▸ Description of the task:
Beginning with the line that holds "pinky pip: (153, 308)" in the data below, give again every line through the one that holds "index pip: (437, 313)", exactly as written.
═════ Available data ═════
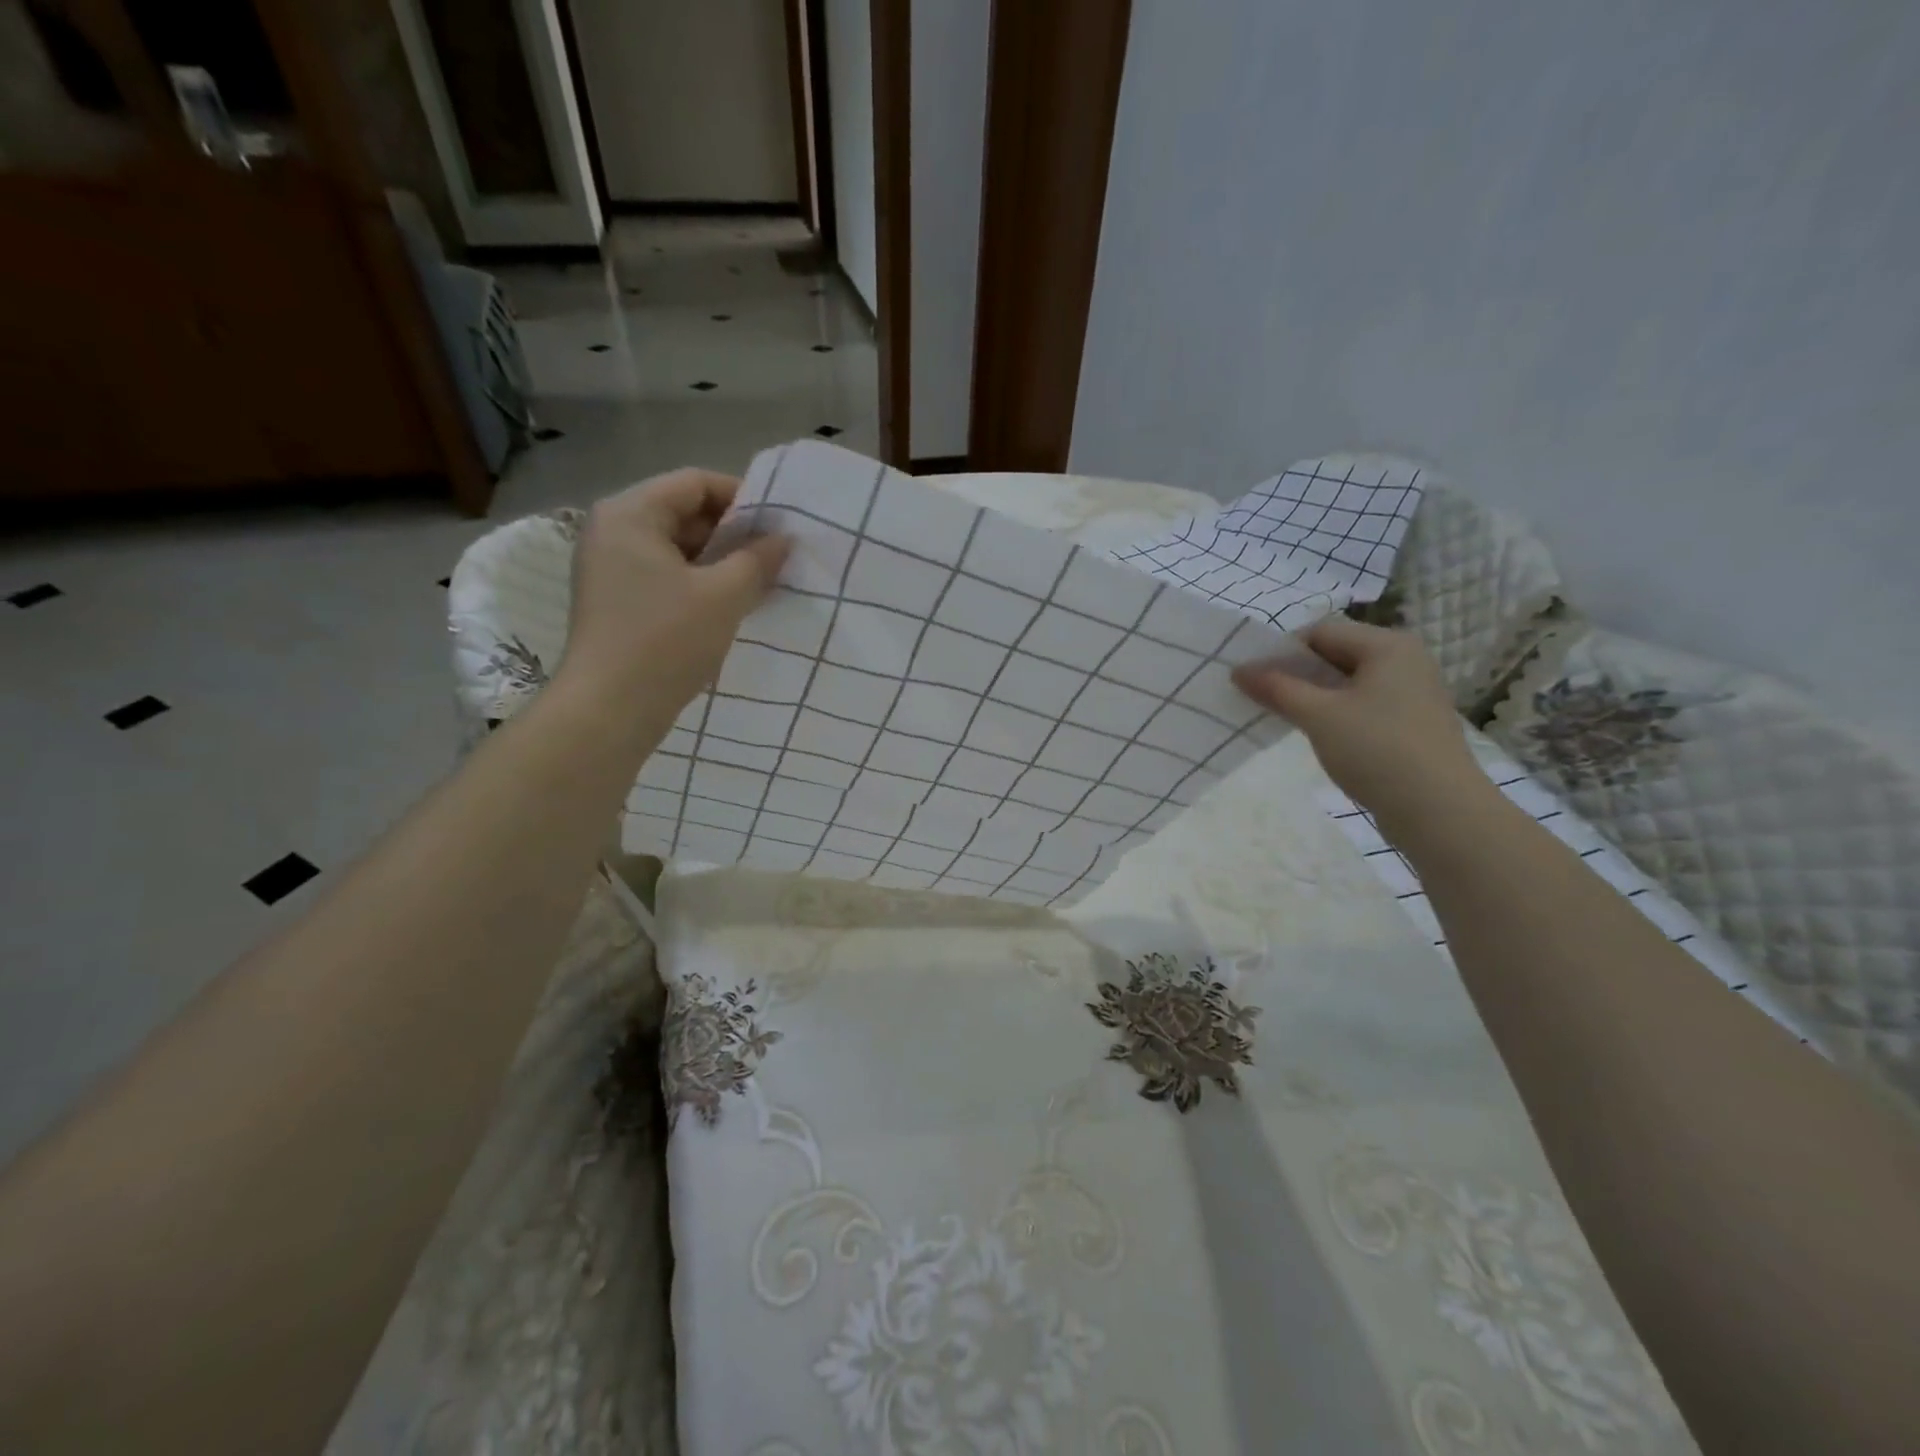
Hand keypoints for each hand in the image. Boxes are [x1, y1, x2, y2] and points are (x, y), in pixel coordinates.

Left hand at [557, 469, 789, 713]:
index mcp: (630, 514)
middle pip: (683, 512)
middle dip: (733, 532)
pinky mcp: (616, 600)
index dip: (742, 497)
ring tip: (761, 581)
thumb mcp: (723, 596)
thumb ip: (758, 560)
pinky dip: (700, 583)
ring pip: (677, 548)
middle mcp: (613, 530)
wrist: (609, 710)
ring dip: (720, 561)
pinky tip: (732, 604)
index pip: (694, 483)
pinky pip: (666, 575)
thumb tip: (783, 539)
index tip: (779, 524)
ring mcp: (610, 567)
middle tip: (775, 556)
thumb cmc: (666, 641)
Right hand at [1232, 617, 1488, 838]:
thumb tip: (1239, 670)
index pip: (1321, 632)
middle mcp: (1405, 659)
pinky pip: (1364, 704)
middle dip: (1297, 674)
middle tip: (1265, 699)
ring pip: (1349, 682)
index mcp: (1388, 645)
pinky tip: (1322, 736)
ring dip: (1315, 695)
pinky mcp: (1412, 722)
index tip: (1256, 681)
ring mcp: (1413, 692)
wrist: (1439, 810)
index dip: (1283, 652)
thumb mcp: (1318, 715)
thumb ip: (1276, 688)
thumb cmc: (1377, 749)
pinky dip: (1337, 713)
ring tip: (1288, 719)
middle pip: (1336, 654)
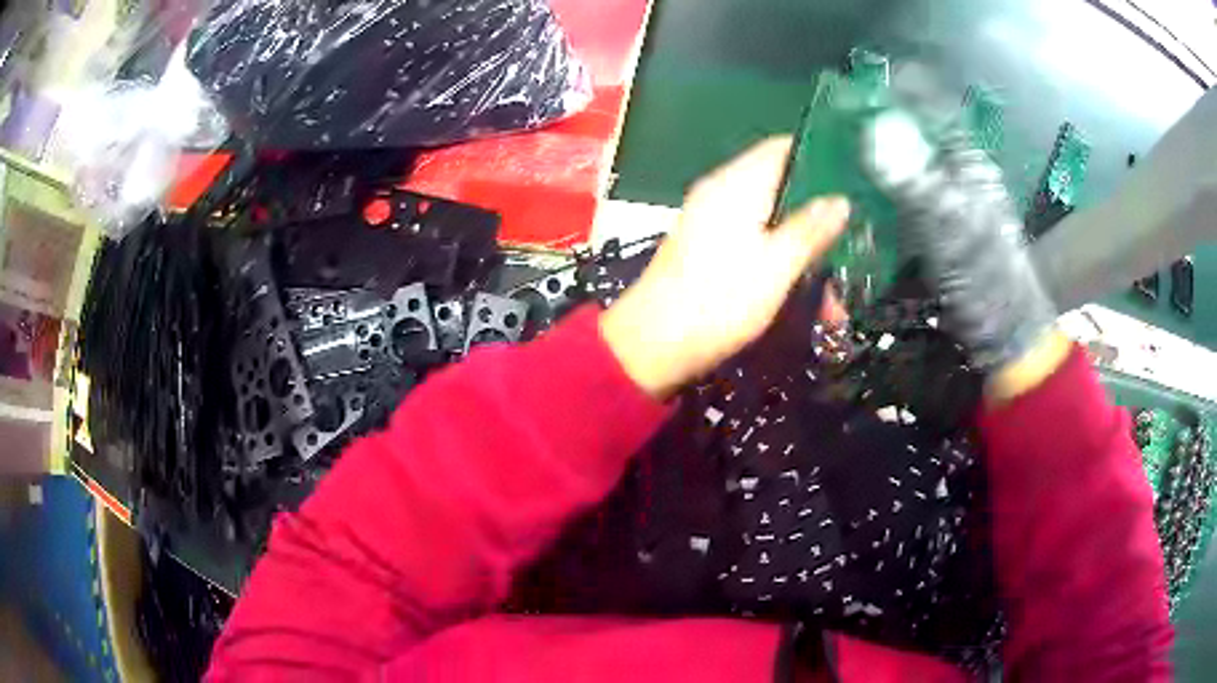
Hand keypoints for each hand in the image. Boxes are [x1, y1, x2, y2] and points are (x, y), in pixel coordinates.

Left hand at [601, 138, 849, 398]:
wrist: (652, 346)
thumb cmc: (719, 300)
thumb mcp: (776, 265)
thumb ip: (810, 229)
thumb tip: (840, 200)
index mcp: (736, 184)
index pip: (782, 148)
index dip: (819, 156)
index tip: (854, 177)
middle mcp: (722, 194)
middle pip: (781, 189)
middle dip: (818, 220)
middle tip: (851, 245)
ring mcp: (712, 222)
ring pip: (772, 224)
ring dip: (804, 254)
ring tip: (833, 300)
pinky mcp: (707, 250)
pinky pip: (755, 244)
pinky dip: (781, 265)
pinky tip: (804, 300)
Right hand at [862, 111, 1060, 389]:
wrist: (1000, 328)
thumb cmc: (983, 271)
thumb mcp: (947, 221)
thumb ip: (911, 175)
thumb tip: (871, 128)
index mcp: (966, 161)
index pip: (932, 108)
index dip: (901, 90)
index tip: (861, 83)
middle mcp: (956, 173)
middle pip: (915, 133)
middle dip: (880, 121)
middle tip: (840, 118)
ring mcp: (946, 202)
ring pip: (907, 165)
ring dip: (877, 156)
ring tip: (839, 149)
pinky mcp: (935, 229)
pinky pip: (903, 197)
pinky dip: (880, 190)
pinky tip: (857, 193)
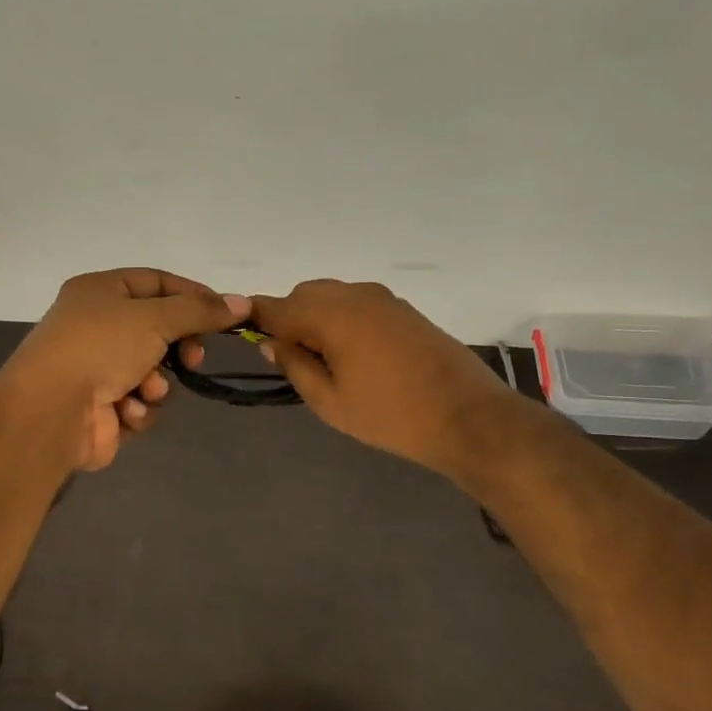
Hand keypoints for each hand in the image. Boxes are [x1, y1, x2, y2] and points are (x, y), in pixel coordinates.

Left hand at [4, 269, 250, 471]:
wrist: (50, 411)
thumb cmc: (100, 347)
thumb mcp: (155, 317)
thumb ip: (200, 311)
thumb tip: (242, 303)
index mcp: (100, 291)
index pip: (157, 282)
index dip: (193, 295)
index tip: (226, 313)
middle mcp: (96, 325)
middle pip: (158, 329)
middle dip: (179, 346)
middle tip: (192, 358)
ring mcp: (96, 368)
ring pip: (152, 370)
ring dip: (157, 382)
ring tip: (146, 389)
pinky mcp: (100, 408)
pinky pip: (138, 402)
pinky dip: (138, 407)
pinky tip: (126, 411)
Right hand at [251, 280, 520, 478]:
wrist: (468, 416)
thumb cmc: (391, 416)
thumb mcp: (330, 402)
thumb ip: (295, 366)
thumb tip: (271, 343)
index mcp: (331, 315)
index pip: (276, 307)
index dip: (254, 318)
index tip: (243, 334)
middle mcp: (354, 295)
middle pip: (303, 295)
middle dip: (289, 319)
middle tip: (295, 361)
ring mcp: (382, 298)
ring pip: (331, 296)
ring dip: (317, 318)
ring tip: (327, 361)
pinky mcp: (402, 308)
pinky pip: (356, 302)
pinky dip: (342, 318)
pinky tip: (355, 353)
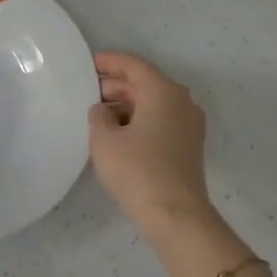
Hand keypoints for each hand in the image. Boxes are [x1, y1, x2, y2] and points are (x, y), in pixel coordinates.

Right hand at [88, 52, 215, 233]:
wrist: (175, 215)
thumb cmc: (137, 170)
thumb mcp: (104, 139)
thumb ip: (99, 115)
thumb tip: (103, 110)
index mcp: (163, 91)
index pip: (133, 65)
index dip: (109, 62)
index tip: (87, 64)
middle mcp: (181, 101)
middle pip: (145, 83)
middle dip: (116, 85)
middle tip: (88, 92)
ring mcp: (189, 125)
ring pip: (154, 103)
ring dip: (127, 104)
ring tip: (98, 115)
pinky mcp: (188, 146)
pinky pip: (161, 121)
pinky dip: (139, 120)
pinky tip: (118, 134)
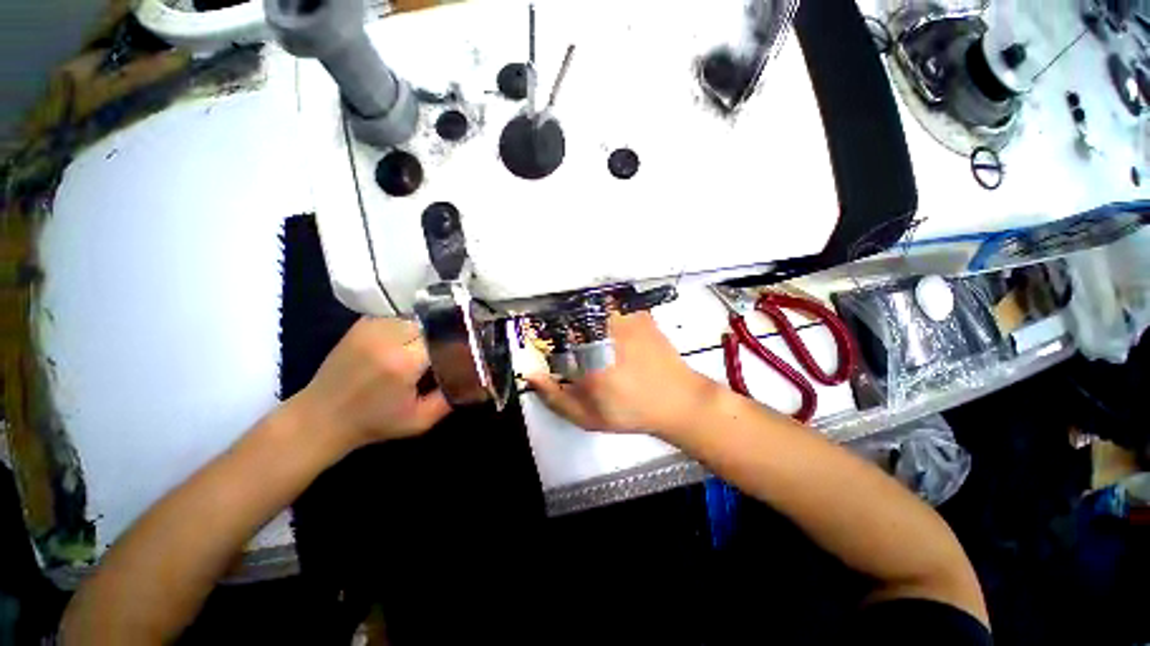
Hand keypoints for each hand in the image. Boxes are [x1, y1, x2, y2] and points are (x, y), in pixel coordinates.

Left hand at [291, 317, 450, 451]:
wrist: (321, 417)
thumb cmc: (373, 423)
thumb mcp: (420, 421)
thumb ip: (450, 398)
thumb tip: (475, 377)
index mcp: (404, 362)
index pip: (445, 338)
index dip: (457, 343)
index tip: (466, 352)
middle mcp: (388, 338)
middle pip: (433, 324)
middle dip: (444, 336)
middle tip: (449, 350)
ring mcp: (372, 327)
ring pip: (417, 318)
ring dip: (428, 330)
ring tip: (430, 345)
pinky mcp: (362, 324)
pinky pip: (399, 316)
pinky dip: (410, 325)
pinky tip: (410, 340)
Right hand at [527, 312, 717, 435]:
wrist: (678, 400)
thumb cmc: (631, 412)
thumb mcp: (588, 417)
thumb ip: (556, 398)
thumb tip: (531, 374)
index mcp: (589, 358)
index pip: (554, 332)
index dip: (544, 330)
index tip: (543, 336)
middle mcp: (605, 333)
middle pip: (572, 311)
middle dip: (562, 317)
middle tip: (564, 330)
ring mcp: (625, 320)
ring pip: (593, 303)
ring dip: (583, 309)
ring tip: (584, 324)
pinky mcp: (640, 315)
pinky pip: (614, 302)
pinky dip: (605, 306)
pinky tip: (606, 319)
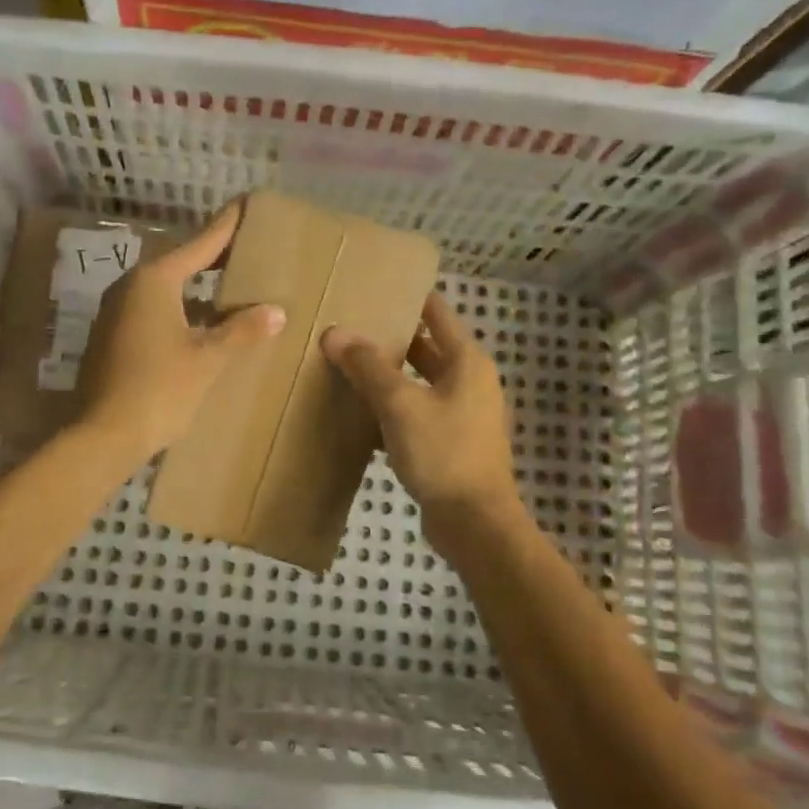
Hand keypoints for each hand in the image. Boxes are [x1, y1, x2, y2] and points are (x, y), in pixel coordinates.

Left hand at [73, 202, 285, 462]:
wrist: (103, 435)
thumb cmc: (159, 389)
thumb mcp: (208, 359)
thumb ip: (242, 330)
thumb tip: (276, 311)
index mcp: (155, 281)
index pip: (201, 243)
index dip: (227, 226)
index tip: (246, 204)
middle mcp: (131, 286)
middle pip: (180, 261)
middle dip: (214, 256)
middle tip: (248, 248)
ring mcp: (116, 311)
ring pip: (165, 287)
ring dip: (196, 285)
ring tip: (230, 284)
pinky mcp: (112, 335)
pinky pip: (153, 308)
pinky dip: (180, 307)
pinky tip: (201, 322)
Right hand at [321, 293, 520, 534]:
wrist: (474, 522)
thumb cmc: (443, 452)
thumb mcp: (400, 404)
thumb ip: (368, 367)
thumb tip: (334, 333)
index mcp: (467, 361)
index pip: (437, 313)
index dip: (409, 296)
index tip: (374, 285)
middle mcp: (469, 381)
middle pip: (427, 347)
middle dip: (391, 337)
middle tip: (348, 325)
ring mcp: (462, 414)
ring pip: (419, 382)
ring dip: (389, 375)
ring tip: (345, 364)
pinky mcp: (450, 442)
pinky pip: (417, 412)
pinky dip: (392, 408)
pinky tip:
═════
▸ Response to this exercise:
pinky pip: (153, 308)
pinky dip: (180, 307)
pinky tip: (201, 322)
Right hand at [321, 293, 520, 534]:
wrist: (474, 522)
thumb cmc: (443, 452)
thumb mcp: (400, 404)
thumb ip: (368, 367)
thumb tip: (334, 333)
index mcp: (467, 361)
index pip: (437, 313)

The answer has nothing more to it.